** ENTRIES SUPPLIED follows **

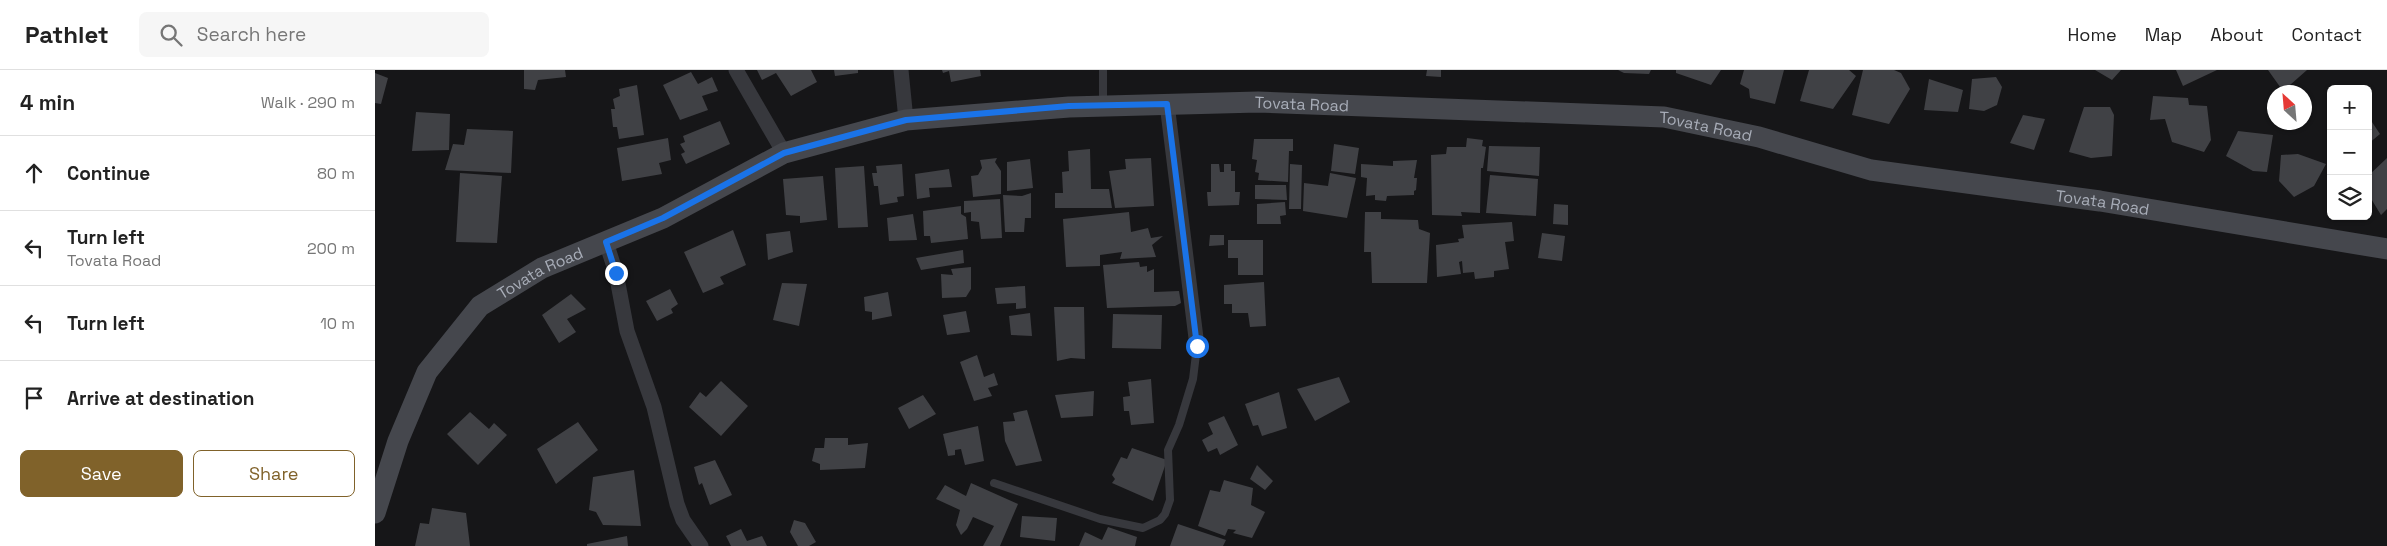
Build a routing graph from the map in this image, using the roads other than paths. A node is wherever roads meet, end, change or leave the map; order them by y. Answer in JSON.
{"nodes":[{"id":1,"x":736,"y":70,"type":"edge"},
{"id":2,"x":901,"y":70,"type":"edge"},
{"id":3,"x":1103,"y":70,"type":"edge"},
{"id":4,"x":1167,"y":104,"type":"junction"},
{"id":5,"x":1103,"y":106,"type":"junction"},
{"id":6,"x":906,"y":120,"type":"junction"},
{"id":7,"x":784,"y":153,"type":"junction"},
{"id":8,"x":606,"y":242,"type":"junction"},
{"id":9,"x":2387,"y":249,"type":"edge"},
{"id":10,"x":1197,"y":346,"type":"joint"},
{"id":11,"x":994,"y":483,"type":"dead end"},
{"id":12,"x":375,"y":514,"type":"edge"},
{"id":13,"x":701,"y":546,"type":"edge"}],
"edges":[{"from":1,"to":7,"type":"street"},
{"from":2,"to":6,"type":"street"},
{"from":3,"to":5,"type":"lane"},
{"from":4,"to":5,"type":"street","name":"Tovata Road"},
{"from":4,"to":9,"type":"street","name":"Tovata Road"},
{"from":4,"to":10,"type":"street"},
{"from":5,"to":6,"type":"street","name":"Tovata Road"},
{"from":6,"to":7,"type":"street","name":"Tovata Road"},
{"from":7,"to":8,"type":"street","name":"Tovata Road"},
{"from":8,"to":12,"type":"street","name":"Tovata Road"},
{"from":8,"to":13,"type":"street"},
{"from":10,"to":11,"type":"lane"}]}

** End of ENTRIES SUPPLIED **

WHAT TO PRODUCE: A bare number is the whole answer: the tally of lines in the listing above that include "street".

EXERCISE RESULT: 10